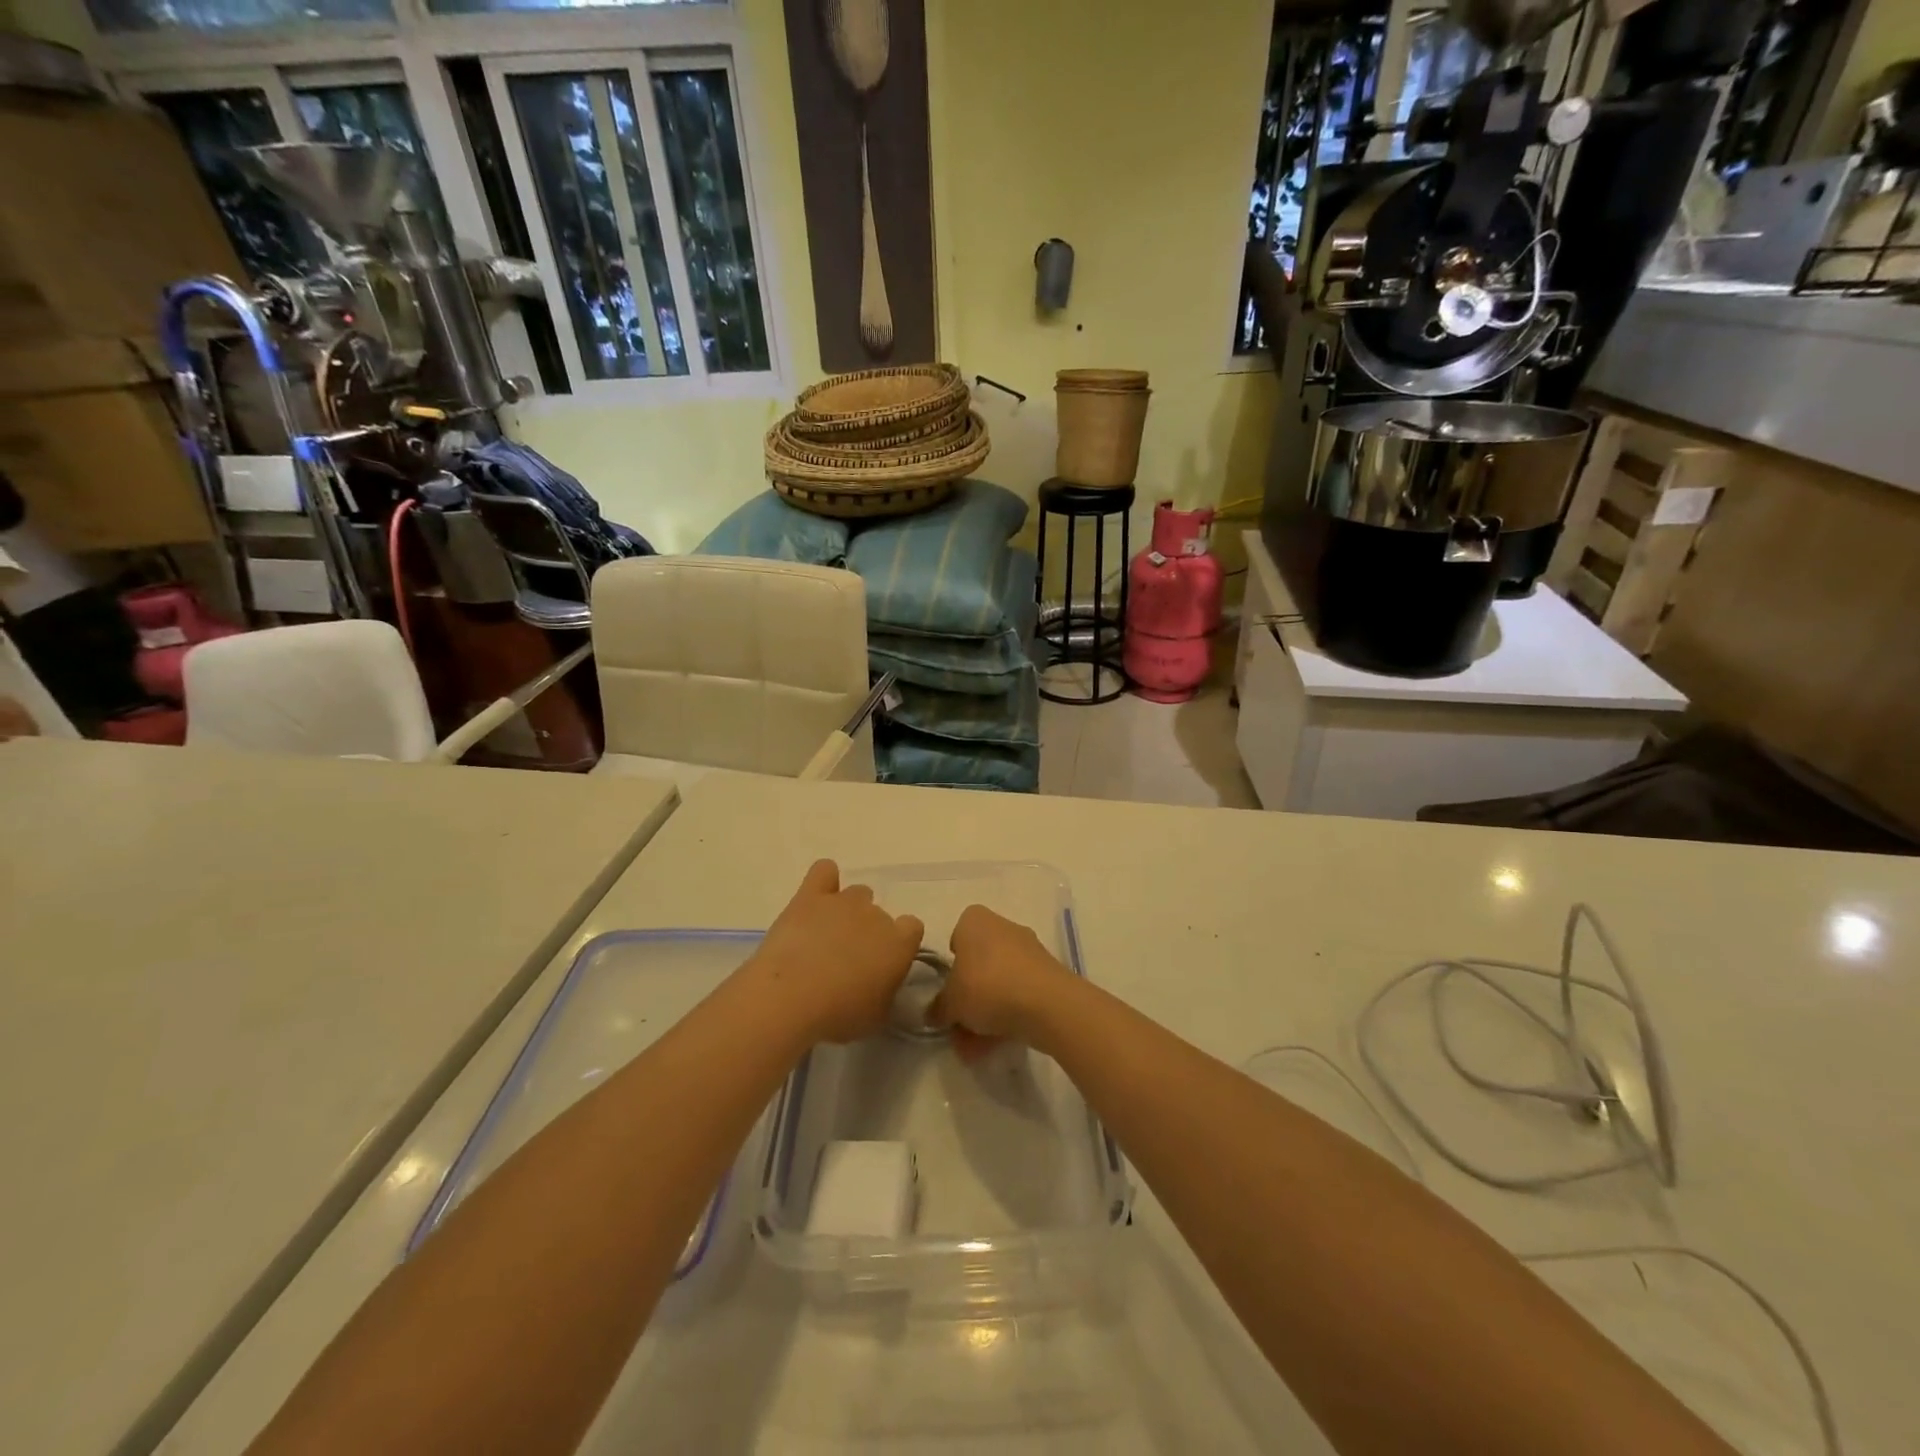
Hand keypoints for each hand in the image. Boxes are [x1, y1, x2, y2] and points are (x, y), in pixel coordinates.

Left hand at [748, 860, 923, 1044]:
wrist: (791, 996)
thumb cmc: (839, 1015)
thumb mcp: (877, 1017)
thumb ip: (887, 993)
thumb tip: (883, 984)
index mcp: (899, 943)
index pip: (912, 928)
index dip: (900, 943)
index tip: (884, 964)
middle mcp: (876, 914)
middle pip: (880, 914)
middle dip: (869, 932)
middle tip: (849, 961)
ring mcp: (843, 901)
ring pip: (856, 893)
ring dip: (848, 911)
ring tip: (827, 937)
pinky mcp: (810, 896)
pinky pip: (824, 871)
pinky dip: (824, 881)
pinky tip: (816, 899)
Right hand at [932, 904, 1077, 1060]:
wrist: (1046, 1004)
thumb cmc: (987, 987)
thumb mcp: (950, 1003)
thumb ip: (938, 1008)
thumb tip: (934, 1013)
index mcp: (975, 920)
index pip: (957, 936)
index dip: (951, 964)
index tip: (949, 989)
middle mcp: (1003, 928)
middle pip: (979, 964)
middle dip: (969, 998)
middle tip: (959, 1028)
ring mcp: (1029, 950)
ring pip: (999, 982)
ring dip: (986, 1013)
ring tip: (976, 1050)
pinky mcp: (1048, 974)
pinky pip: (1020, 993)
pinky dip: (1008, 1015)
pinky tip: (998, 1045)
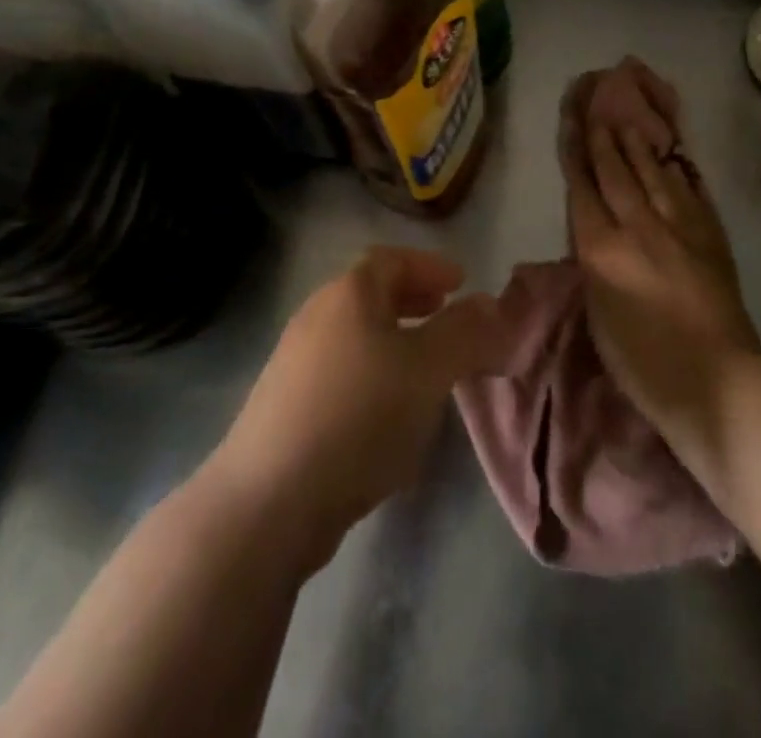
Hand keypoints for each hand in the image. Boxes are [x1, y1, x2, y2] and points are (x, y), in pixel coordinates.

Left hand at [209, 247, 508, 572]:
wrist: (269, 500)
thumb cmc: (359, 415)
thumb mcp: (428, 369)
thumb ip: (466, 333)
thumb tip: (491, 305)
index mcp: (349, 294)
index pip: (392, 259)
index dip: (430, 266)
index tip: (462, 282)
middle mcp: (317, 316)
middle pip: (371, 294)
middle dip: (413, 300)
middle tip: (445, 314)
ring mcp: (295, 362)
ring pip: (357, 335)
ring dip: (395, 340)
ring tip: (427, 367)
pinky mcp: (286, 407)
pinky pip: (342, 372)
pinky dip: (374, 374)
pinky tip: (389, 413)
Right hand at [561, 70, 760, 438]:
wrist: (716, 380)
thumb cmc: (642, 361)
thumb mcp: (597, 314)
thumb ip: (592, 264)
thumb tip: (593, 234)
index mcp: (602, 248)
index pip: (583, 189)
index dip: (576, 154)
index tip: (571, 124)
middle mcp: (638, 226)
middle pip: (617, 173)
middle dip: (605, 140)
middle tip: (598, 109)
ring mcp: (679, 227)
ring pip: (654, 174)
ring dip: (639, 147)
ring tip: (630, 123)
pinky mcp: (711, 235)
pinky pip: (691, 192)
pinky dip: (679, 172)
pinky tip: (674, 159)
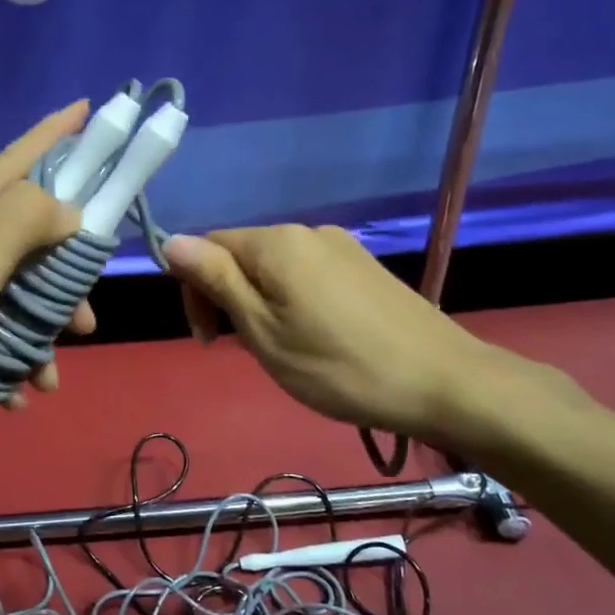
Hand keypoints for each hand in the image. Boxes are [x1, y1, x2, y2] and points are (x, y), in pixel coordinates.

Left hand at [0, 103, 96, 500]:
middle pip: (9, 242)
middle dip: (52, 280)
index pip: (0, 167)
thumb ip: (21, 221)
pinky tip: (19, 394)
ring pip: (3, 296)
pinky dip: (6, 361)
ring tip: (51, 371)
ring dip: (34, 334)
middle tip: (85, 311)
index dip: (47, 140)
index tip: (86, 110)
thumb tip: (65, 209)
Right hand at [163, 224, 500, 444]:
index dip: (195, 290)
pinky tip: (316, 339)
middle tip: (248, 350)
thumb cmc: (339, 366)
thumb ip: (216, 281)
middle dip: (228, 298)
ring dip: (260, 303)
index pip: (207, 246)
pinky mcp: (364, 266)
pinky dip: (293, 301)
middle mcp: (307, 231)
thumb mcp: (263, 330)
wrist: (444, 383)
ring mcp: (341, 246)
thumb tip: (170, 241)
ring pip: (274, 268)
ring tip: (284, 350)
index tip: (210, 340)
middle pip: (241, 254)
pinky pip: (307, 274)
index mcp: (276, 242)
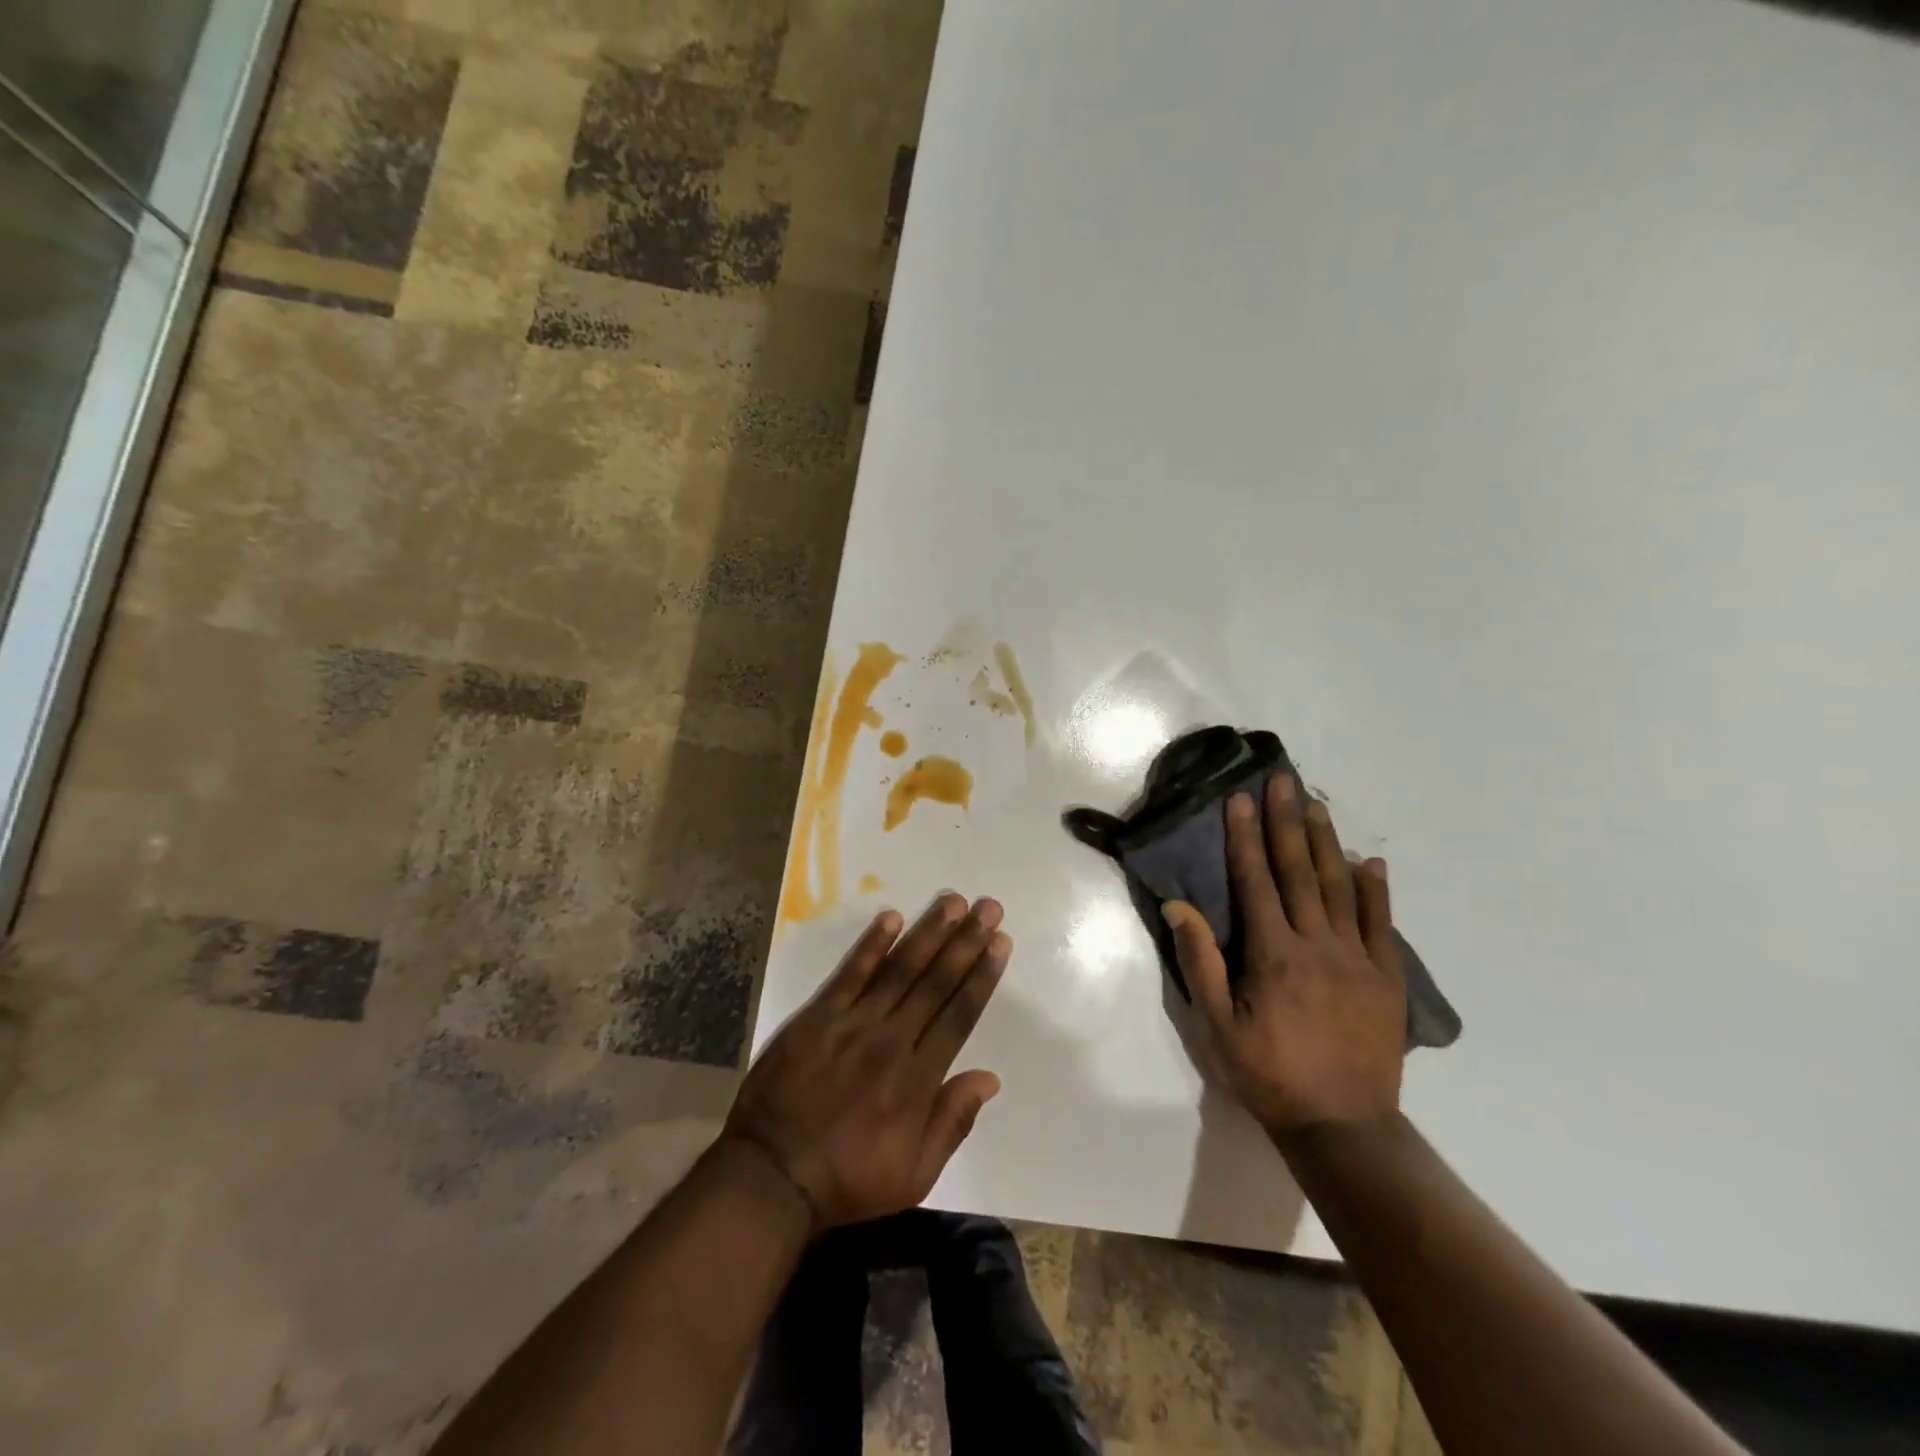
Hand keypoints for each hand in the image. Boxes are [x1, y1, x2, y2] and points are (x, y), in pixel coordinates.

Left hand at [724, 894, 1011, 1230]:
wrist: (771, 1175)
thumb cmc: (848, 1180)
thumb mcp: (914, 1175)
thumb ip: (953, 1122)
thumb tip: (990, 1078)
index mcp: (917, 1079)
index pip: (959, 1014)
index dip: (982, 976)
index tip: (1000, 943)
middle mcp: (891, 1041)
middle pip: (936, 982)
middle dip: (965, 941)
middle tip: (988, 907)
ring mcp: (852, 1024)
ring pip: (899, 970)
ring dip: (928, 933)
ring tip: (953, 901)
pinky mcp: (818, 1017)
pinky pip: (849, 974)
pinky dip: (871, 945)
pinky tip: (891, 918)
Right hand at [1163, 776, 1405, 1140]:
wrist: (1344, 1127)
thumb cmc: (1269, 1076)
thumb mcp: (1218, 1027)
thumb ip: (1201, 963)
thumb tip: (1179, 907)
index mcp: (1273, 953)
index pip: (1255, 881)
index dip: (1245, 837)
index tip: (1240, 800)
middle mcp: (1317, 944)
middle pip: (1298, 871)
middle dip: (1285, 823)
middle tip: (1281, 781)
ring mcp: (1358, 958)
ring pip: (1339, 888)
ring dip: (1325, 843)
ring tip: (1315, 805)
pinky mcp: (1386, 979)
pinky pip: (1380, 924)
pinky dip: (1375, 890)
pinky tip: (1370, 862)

===============

Exactly reproduce the run of lines from the start of the listing through the line with "ring pip: (856, 893)", inclusive; pictures are not copied.

* WRITTEN REPLY *
Hand keypoints for each hand in the image. Boxes are [x1, y1, x2, y2] and points are (x, y), in pixel coordinates.

Left hand at [748, 860, 923, 1044]:
wrist: (791, 996)
thumb cmc: (839, 1015)
thumb mcp: (877, 1017)
thumb ip: (887, 993)
thumb tip: (883, 984)
index mcp: (899, 943)
index pip: (912, 928)
index dip: (900, 943)
index tip: (884, 964)
middle mcp: (876, 914)
middle pip: (880, 914)
middle dip: (869, 932)
middle tip: (849, 961)
ring mcp: (843, 901)
ring pip: (856, 893)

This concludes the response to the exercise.